Odd side effect of using chr
Gavin Lowe
gavin.lowe@comlab.ox.ac.uk
Mon, 6 Jan 2003 15:45:00 GMT
I think I see what's going on.
Prelude> :t f where f n = snd( chr n , n^25 `mod` 18721 )
let {...} in f :: Int -> Int
Prelude> :t g where g n = n^25 `mod` 18721
let {...} in g :: Integral a => a -> a
In the case of f, the use of chr forces n to be an Int, so it's calculating
n^25 as an Int, which is 0 (because of arithmetic overflow). In the case
of g, it's presumably using Integer, so gets the correct answer.
Writing
Prelude> let f n = snd( chr n , fromInt n^25 `mod` 18721 ) in f 4
gives the right answer.
Gavin
> >From gavinl Mon Jan 6 15:34:20 2003
> Date: Mon, 6 Jan 2003 15:34:19 GMT
> X-Authentication-Warning: client104.comlab: gavinl set sender to gavin.lowe@comlab.ox.ac.uk using -f
> From: Gavin Lowe <gavin.lowe@comlab.ox.ac.uk>
> CC: Gavin.Lowe@comlab.ox.ac.uk
> Reply-to: gavin.lowe@comlab.ox.ac.uk
>
> Hi
>
> I think this is a hugs bug.
>
> If I calculate
>
> Prelude> let g n = n^25 `mod` 18721 in g 4
>
> I get
>
> 17173
>
> But then if I calculate
>
> Prelude> let f n = snd( chr n, n^25 `mod` 18721 ) in f 4
>
> I get
>
> 0
>
> Which is different!
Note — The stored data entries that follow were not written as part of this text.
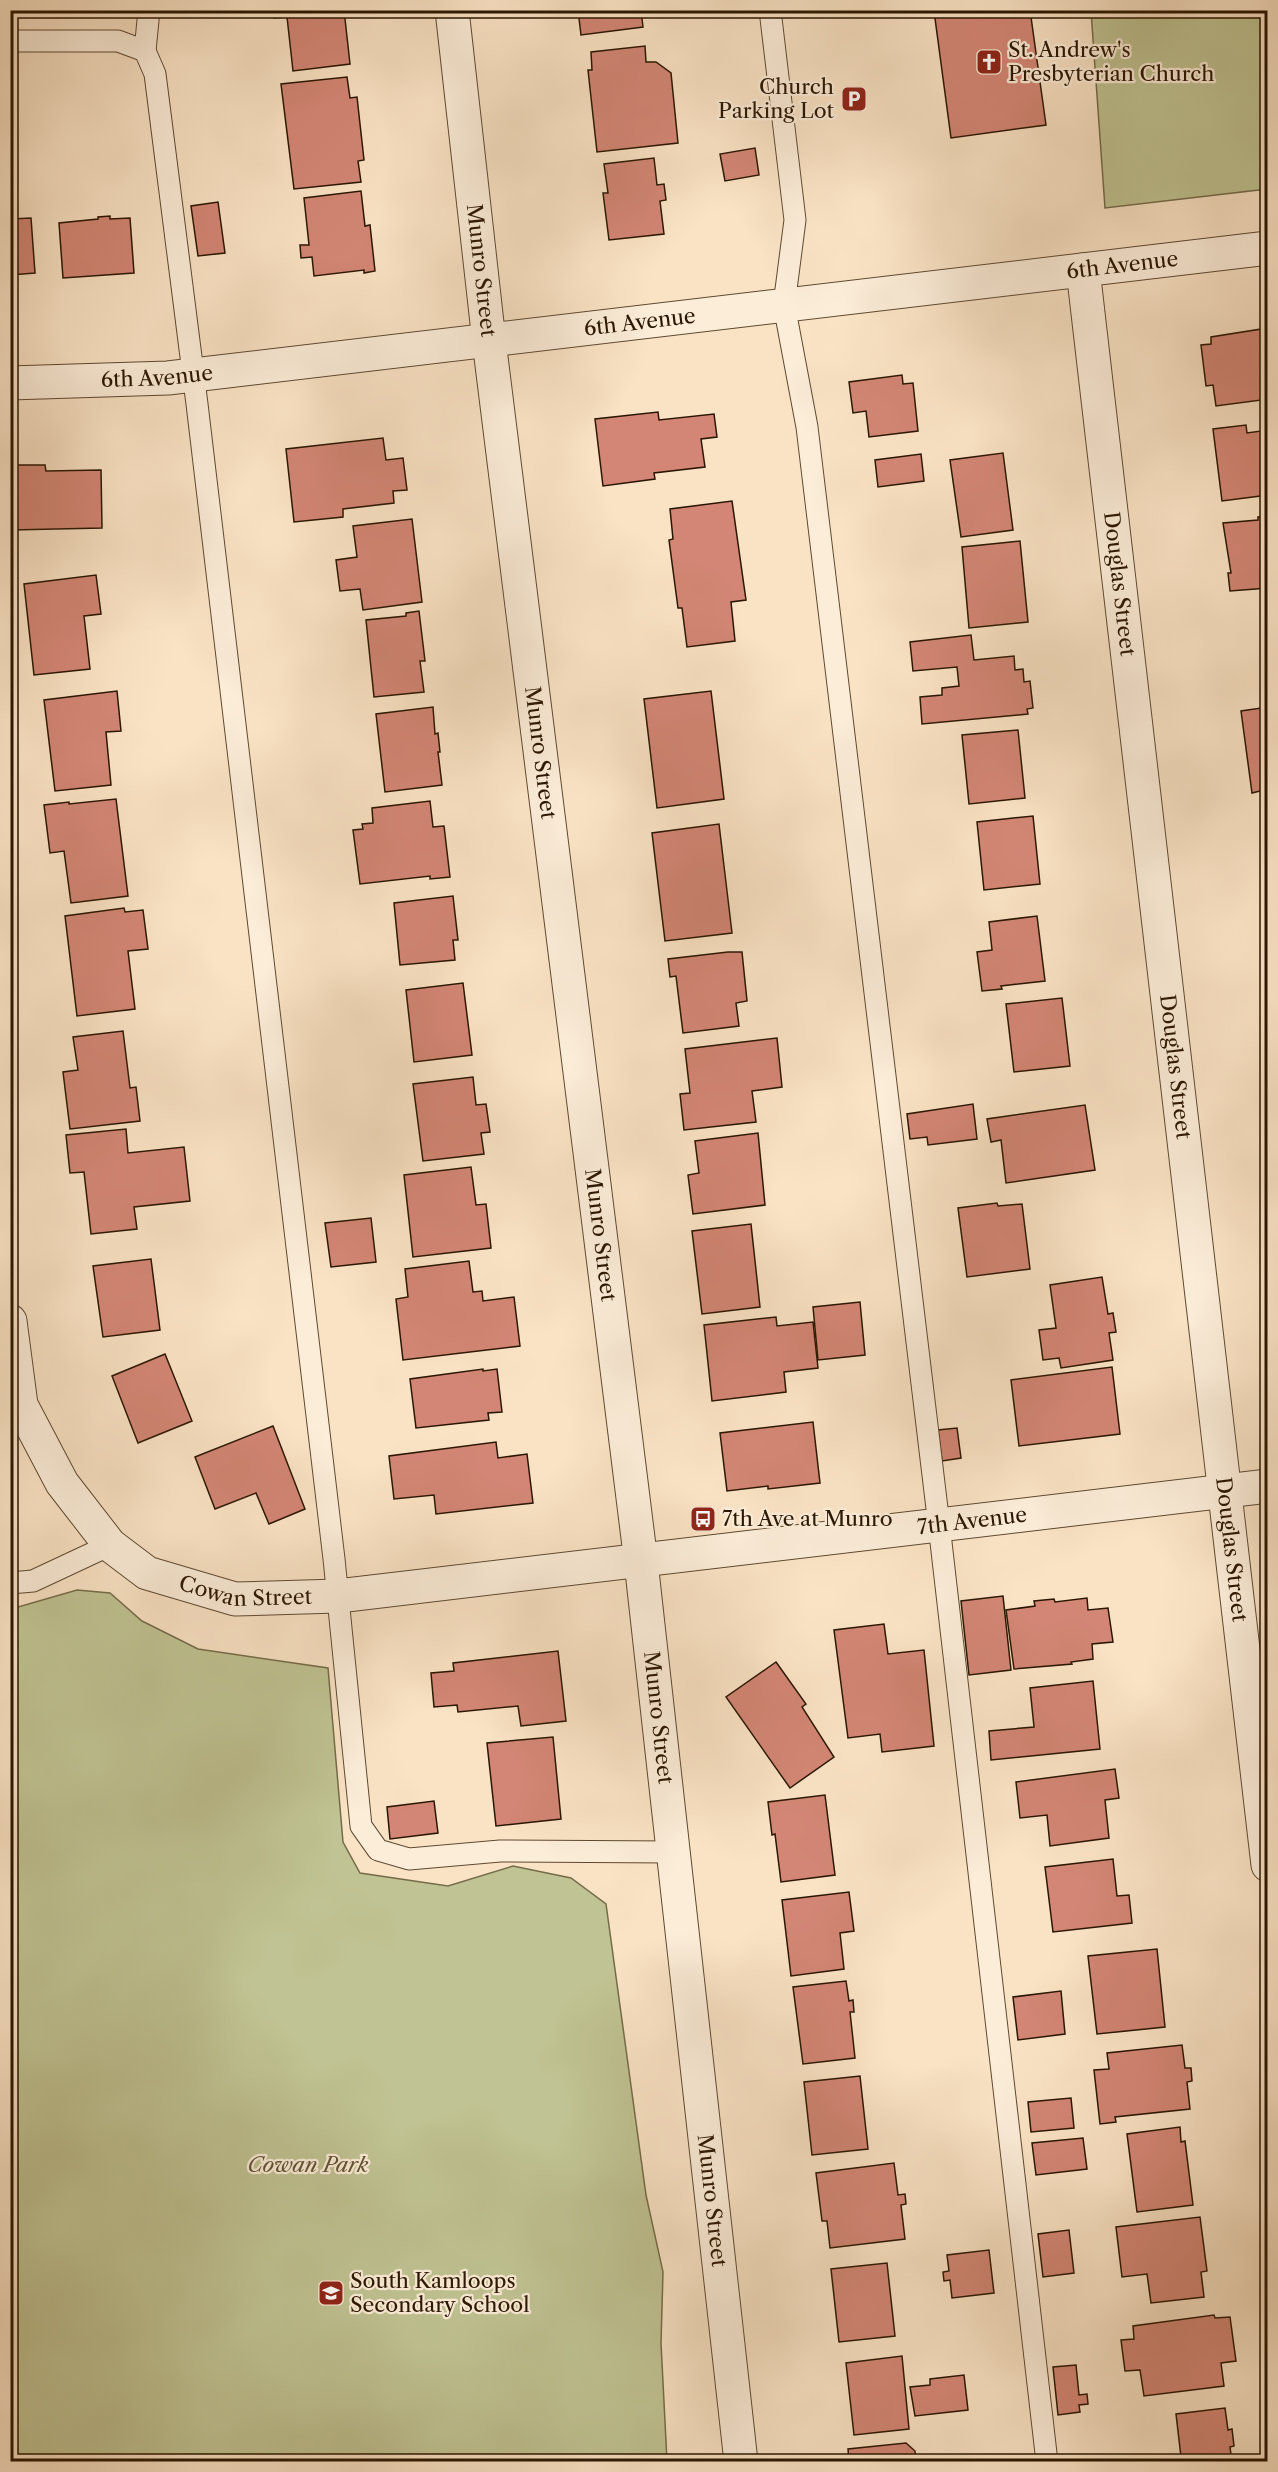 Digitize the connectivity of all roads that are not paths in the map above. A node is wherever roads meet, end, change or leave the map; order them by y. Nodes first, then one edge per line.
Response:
1 (149, 10) edge
2 (452, 10) edge
3 (770, 10) edge
4 (10, 40) edge
5 (145, 51) junction
6 (1268, 248) edge
7 (1083, 270) junction
8 (784, 305) junction
9 (489, 341) junction
10 (193, 375) junction
11 (10, 383) edge
12 (10, 1321) edge
13 (1268, 1486) edge
14 (1224, 1491) junction
15 (939, 1525) junction
16 (110, 1545) junction
17 (641, 1562) junction
18 (10, 1583) edge
19 (338, 1596) junction
20 (672, 1852) junction
21 (1268, 1864) edge
22 (741, 2462) edge
23 (1047, 2462) edge

1 - 5 lane
2 - 9 street, Munro Street
3 - 8 lane
4 - 5 lane
5 - 10 lane
6 - 7 street, 6th Avenue
7 - 8 street, 6th Avenue
7 - 14 street, Douglas Street
8 - 9 street, 6th Avenue
8 - 15 lane
9 - 10 street, 6th Avenue
9 - 17 street, Munro Street
10 - 11 street, 6th Avenue
10 - 19 lane
12 - 16 street, Cowan Street
13 - 14 street, 7th Avenue
14 - 15 street, 7th Avenue
14 - 21 street, Douglas Street
15 - 17 street, 7th Avenue
15 - 23 lane
16 - 18 lane
16 - 19 street, Cowan Street
17 - 19 street, Cowan Street
17 - 20 street, Munro Street
19 - 20 lane
20 - 22 street, Munro Street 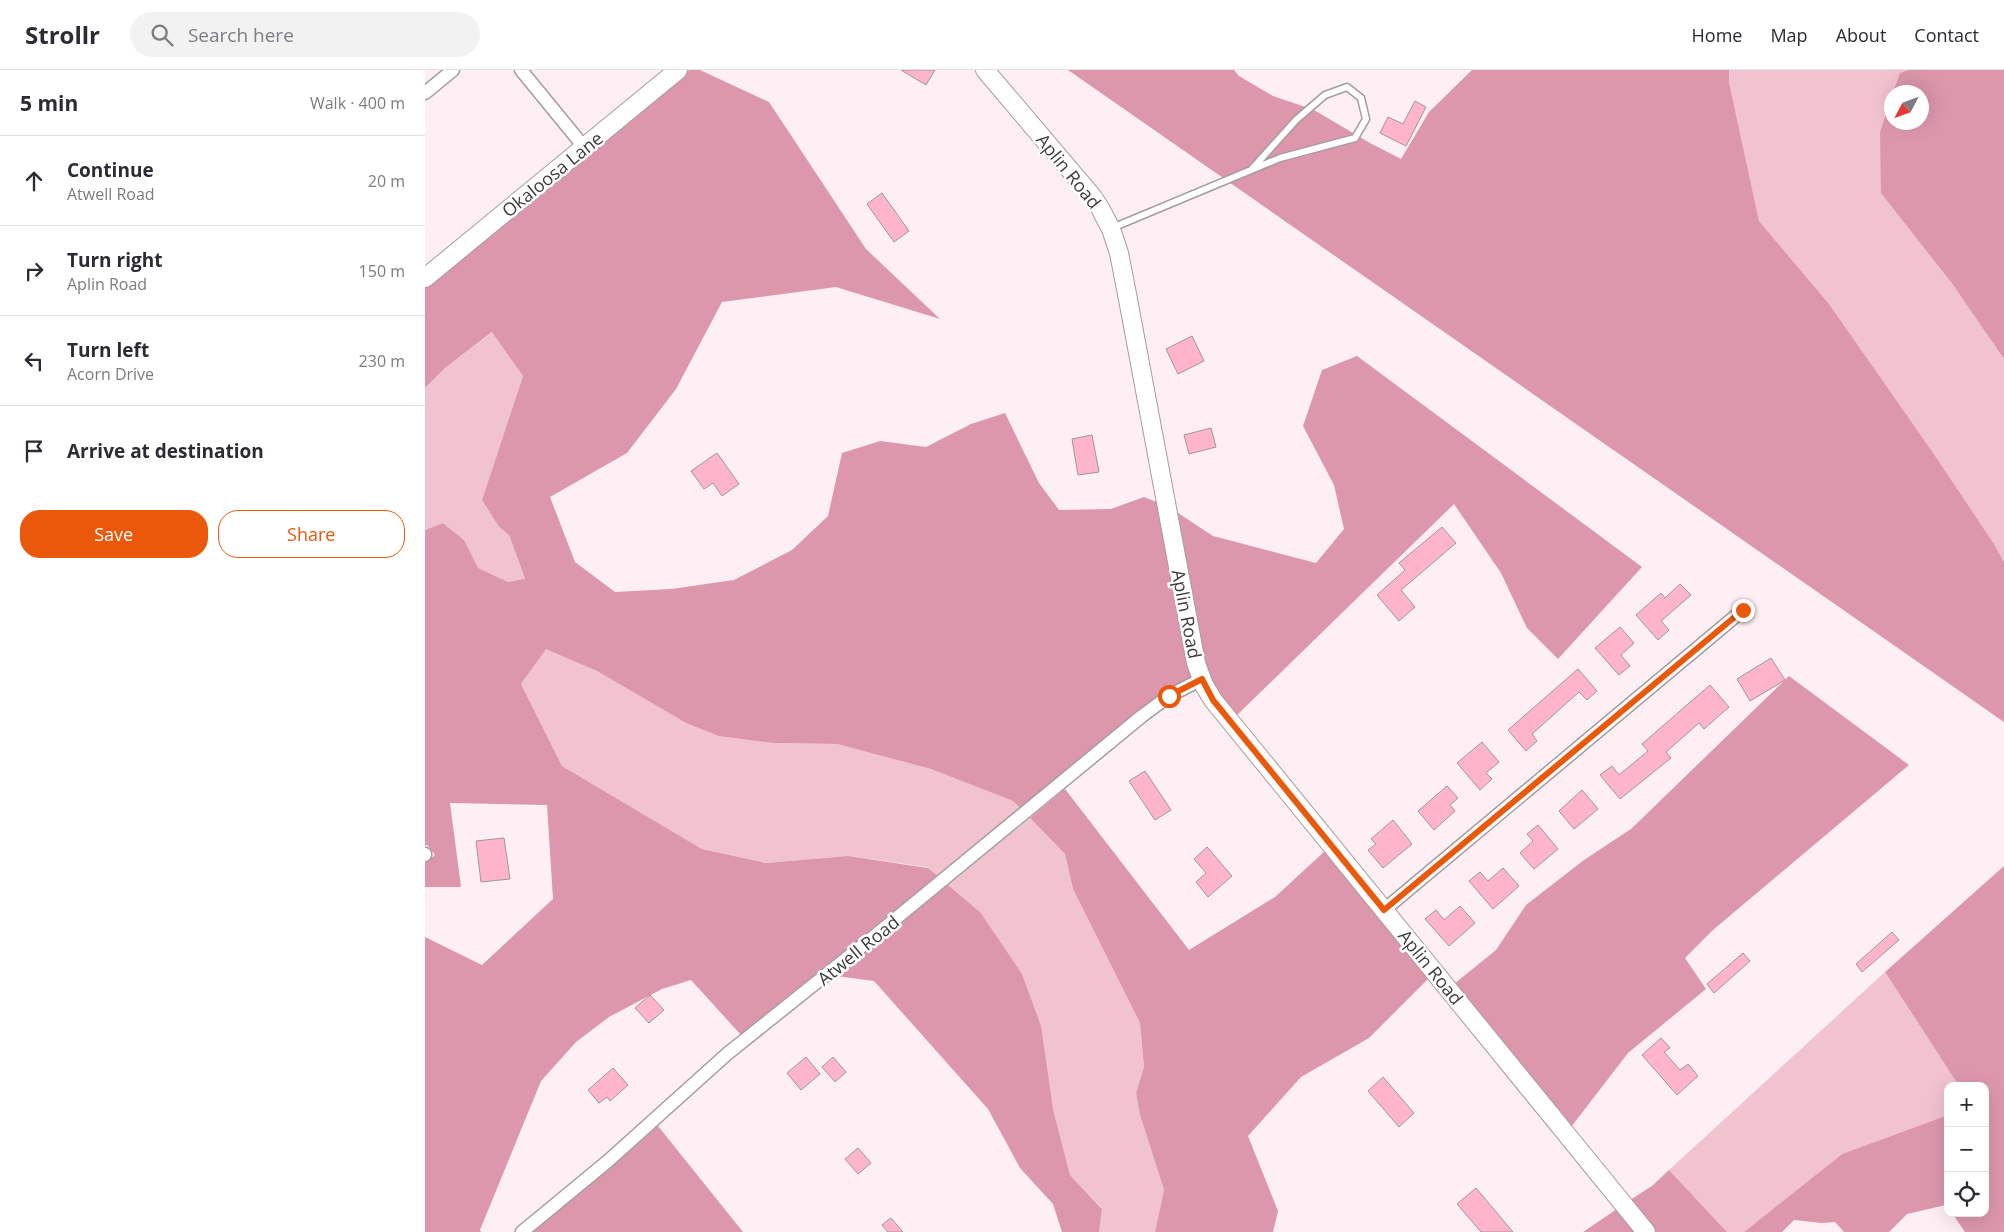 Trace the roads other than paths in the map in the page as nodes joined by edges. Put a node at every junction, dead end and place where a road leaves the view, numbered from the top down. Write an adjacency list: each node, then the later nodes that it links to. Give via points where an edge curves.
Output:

I think the former is correct, FWIW. Replacing the
> "chr n" by something not involving chr and n gives 17173.
>
> This is with Hugs Version December 2001, running on a SunBlade 100 with
> Solaris 9.
>
> Gavin
>
> --
> Gavin Lowe
>
> Oxford University Computing Laboratory, Parks Road, Oxford, OX1 3QD.
> Phone: +44 1865 273841. Fax: +44 1865 273839.